What’s more, the group’s accounts were back in the red again as of the second half of 2018. Adversely impacted by the application of the international financial reporting standard IFRS 9 on loan impairment and share price devaluation in Zimbabwe, Atlas Mara’s net income fell again, bottoming at $39m in 2018. A portfolio review was subsequently carried out.
Very quickly, the group decided to exit four out of seven countries of operation, while Atlas Mara’s share price lost almost 85% of its initial value.
In April 2019 there was hope, although it was soon to be dashed, that an agreement could be reached with Equity Group Holdings, the parent company of the James Mwangi-led banking group Equity Bank. As part of the transaction, Atlas Mara was to sell to the Kenyan group a 62% stake in Banque populaire du Rwanda and its entire interest in its African Banking Corporation (BancABC) subsidiaries.
The transaction was valued at 10.7bn Kenyan shillings ($98m). Rather than receive fresh cash, Atlas Mara opted for a 6.3% stake in Equity Bank, a robust and respected group in African markets.
Botched due diligence?
But in June 2020, after several months of delays, the two groups “mutually agreed” to terminate the deal. The official reason given was that the COVID-19 crisis had changed the Mwangi-led group’s expansion plans. Nevertheless, observers said that Atlas Mara had “botched” the due diligence process during the valuation of its acquisitions six years ago.
Atlas Mara’s current management team has declined to confirm this information, claiming they aren’t familiar with the substance of the 2014 negotiations. In August, the Kenyan group ultimately completed the purchase of a majority stake in Banque commerciale du Congo (BCDC) for $95m.
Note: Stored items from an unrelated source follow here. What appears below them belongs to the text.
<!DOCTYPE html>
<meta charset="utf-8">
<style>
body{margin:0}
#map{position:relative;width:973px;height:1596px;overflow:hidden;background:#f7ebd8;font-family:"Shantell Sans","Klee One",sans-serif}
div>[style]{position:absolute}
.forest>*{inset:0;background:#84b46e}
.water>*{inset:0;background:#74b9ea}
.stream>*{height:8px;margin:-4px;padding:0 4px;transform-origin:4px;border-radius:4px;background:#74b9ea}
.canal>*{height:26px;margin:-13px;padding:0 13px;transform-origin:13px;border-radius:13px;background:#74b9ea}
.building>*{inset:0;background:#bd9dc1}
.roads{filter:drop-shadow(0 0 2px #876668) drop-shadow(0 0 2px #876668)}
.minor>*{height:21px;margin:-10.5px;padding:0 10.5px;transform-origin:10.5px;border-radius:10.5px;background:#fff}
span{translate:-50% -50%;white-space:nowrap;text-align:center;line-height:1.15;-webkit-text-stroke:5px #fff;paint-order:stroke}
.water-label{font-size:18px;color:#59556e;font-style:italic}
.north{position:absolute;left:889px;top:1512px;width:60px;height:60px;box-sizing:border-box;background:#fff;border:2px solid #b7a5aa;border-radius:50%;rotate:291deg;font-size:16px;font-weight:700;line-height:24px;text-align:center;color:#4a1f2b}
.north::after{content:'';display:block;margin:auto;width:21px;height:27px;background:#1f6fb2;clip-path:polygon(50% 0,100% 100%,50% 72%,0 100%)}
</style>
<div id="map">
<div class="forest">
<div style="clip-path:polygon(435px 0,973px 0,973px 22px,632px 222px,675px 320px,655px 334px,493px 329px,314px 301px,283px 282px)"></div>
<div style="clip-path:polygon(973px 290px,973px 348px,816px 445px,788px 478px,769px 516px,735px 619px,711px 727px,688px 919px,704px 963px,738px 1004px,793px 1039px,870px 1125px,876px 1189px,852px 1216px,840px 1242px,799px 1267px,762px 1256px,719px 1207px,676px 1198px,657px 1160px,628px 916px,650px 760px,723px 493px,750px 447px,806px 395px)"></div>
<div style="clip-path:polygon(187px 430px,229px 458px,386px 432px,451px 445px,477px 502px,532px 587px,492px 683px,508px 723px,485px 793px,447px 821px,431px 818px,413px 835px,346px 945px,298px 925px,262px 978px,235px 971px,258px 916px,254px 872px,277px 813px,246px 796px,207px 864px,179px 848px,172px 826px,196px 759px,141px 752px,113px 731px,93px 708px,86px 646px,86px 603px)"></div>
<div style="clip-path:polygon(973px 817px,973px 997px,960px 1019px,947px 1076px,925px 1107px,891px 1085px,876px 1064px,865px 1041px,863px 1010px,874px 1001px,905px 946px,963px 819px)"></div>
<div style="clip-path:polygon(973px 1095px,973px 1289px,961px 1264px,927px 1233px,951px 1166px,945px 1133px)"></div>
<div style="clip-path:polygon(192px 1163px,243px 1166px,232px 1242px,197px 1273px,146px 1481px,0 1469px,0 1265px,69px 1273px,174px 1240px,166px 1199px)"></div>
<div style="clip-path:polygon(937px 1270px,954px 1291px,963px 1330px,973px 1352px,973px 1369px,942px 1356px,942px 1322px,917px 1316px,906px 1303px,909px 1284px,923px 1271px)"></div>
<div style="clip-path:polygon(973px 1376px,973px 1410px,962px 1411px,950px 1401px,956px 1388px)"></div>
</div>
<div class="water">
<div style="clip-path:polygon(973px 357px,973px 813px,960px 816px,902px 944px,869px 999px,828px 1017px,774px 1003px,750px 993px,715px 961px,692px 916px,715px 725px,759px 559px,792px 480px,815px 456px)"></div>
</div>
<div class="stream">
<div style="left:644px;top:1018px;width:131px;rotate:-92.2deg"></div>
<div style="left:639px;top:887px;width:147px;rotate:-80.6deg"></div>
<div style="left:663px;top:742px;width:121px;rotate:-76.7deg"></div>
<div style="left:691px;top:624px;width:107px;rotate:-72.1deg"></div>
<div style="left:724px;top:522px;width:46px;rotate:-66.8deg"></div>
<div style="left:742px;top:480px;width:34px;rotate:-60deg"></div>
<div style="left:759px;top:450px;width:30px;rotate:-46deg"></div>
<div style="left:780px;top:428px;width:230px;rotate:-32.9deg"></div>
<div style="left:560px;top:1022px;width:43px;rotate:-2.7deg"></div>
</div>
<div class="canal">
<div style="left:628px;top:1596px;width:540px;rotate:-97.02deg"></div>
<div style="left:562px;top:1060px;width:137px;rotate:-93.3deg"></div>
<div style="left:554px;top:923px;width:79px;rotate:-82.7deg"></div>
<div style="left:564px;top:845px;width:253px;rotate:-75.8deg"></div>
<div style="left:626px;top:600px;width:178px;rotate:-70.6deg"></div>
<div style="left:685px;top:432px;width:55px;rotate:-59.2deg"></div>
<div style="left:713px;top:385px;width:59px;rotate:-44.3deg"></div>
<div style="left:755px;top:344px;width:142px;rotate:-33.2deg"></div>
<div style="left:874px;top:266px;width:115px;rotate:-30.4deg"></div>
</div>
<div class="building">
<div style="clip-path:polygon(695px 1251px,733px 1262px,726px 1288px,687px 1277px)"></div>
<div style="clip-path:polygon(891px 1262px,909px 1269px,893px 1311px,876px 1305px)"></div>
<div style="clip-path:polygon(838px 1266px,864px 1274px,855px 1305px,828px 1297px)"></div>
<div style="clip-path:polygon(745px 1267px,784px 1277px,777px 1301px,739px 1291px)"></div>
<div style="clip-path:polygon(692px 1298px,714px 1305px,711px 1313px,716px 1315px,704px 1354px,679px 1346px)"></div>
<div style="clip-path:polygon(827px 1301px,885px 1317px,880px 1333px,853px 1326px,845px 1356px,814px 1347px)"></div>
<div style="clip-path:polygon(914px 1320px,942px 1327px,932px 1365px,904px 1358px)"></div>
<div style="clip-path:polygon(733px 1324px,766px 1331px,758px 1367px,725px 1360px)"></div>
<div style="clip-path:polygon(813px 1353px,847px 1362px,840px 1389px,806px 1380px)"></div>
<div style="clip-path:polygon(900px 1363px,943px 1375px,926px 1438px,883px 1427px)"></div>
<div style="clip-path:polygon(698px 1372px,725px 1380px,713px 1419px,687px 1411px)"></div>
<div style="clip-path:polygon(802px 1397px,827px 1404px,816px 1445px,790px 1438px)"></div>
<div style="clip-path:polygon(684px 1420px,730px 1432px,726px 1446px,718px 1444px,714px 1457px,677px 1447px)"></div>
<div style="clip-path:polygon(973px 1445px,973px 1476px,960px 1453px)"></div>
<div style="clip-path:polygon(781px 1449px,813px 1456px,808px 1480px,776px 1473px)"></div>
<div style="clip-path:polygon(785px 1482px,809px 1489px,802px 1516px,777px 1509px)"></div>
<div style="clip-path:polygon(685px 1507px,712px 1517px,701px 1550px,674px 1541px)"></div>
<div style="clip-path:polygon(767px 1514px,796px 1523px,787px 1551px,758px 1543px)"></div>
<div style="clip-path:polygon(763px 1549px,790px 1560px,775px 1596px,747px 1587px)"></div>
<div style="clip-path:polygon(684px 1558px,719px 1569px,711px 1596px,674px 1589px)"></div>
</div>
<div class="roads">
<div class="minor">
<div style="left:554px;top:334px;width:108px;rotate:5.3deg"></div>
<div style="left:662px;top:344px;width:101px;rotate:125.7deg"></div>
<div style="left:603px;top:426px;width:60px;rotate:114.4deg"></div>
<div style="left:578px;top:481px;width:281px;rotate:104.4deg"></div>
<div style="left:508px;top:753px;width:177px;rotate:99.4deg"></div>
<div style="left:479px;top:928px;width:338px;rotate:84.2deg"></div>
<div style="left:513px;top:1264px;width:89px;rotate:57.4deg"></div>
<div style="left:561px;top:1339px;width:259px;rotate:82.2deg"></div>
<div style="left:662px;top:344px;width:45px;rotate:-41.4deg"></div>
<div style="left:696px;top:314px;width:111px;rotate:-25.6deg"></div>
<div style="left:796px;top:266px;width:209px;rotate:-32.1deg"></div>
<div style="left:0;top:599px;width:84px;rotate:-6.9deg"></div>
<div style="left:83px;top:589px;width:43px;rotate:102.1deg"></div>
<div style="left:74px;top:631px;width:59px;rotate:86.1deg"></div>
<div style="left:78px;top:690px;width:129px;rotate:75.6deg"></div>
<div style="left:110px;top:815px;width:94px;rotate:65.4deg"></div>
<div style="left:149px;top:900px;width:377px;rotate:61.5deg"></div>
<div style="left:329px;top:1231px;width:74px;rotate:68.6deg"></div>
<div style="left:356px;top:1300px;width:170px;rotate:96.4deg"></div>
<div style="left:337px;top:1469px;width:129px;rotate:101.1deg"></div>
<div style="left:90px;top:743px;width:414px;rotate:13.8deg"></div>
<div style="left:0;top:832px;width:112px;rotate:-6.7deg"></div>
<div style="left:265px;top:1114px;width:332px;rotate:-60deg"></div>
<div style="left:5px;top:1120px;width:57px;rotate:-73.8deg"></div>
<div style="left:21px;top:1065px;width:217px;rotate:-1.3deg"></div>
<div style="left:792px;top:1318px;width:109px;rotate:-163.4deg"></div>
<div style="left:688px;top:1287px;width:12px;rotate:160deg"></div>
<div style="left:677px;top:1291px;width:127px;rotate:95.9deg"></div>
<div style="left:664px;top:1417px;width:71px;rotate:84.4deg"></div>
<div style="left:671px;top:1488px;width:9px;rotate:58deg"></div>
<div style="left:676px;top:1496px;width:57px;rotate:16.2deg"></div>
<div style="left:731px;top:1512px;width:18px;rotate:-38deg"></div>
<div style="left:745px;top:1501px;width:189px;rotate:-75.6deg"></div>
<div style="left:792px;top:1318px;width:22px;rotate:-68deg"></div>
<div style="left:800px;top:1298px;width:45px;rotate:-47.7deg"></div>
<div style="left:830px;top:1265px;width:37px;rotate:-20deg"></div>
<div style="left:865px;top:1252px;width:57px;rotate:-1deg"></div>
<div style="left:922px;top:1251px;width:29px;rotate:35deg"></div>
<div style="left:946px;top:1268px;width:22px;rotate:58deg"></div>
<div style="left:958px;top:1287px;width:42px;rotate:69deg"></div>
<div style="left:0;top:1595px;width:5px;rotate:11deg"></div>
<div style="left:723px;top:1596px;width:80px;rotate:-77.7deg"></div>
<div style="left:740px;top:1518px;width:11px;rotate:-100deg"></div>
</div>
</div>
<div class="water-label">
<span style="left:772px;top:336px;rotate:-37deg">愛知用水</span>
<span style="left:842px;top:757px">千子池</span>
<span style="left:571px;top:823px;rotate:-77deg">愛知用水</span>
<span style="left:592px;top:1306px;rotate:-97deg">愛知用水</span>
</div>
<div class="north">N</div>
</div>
“The transaction with Atlas Mara involved four countries, whereas the deal with the DRC bank involved a single country. When you look at the combined value of what we’re getting, the DRC deal was bigger than the four other transactions taken together,” said Mwangi during an interview in September.
A new operating model
In spite of this setback, Wilkerson has expressed optimism. “We’re in the process of changing our operating model from that of a centralised financial services company to a full-fledged investment company, a holding company back on par with banks,” he said, with the ultimate goal of reducing overhead costs and refocusing the group’s operations.
He added: “After we close the deal with Access Bank, which is acquiring our assets in Mozambique [announced in September], we still intend to pull out of Rwanda, Zambia and Tanzania through a partnership or sale. However, the directors and I remain confident about what the future holds and continue to seek out new opportunities.”
For the record, BancABC Mozambique is the second smallest – after Tanzania – of the four banks Atlas Mara was hoping to sell to Equity Bank. It’s hard to see it as anything other than a consolation prize.